_Record extracts:_

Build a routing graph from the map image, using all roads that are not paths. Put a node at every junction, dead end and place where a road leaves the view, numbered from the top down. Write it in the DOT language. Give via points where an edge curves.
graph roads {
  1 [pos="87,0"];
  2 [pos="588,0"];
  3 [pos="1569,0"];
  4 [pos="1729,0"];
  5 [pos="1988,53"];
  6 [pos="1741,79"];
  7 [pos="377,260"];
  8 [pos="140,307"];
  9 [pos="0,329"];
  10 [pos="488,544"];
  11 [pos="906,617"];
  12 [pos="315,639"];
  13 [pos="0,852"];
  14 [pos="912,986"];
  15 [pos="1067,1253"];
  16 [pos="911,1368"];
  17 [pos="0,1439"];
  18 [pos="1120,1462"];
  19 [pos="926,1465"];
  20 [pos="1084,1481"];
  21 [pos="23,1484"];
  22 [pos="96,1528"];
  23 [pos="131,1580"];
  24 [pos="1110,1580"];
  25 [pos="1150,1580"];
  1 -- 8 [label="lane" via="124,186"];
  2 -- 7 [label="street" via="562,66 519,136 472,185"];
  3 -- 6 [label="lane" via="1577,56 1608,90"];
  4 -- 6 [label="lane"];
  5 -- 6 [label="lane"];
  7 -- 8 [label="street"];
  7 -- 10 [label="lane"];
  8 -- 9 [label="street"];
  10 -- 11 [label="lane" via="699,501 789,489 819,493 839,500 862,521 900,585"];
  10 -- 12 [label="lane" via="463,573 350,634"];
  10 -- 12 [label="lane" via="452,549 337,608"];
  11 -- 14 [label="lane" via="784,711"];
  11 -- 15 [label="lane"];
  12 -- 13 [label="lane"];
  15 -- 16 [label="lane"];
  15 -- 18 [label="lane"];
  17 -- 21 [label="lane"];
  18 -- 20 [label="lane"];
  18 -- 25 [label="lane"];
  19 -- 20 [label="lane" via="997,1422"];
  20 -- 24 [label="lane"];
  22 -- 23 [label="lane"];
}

_Exercise description:_ Your answer should be each line from the preceding material in which the word "graph" occurs.

_Output:_
Build a routing graph from the map image, using all roads that are not paths. Put a node at every junction, dead end and place where a road leaves the view, numbered from the top down. Write it in the DOT language. Give via points where an edge curves.
graph roads {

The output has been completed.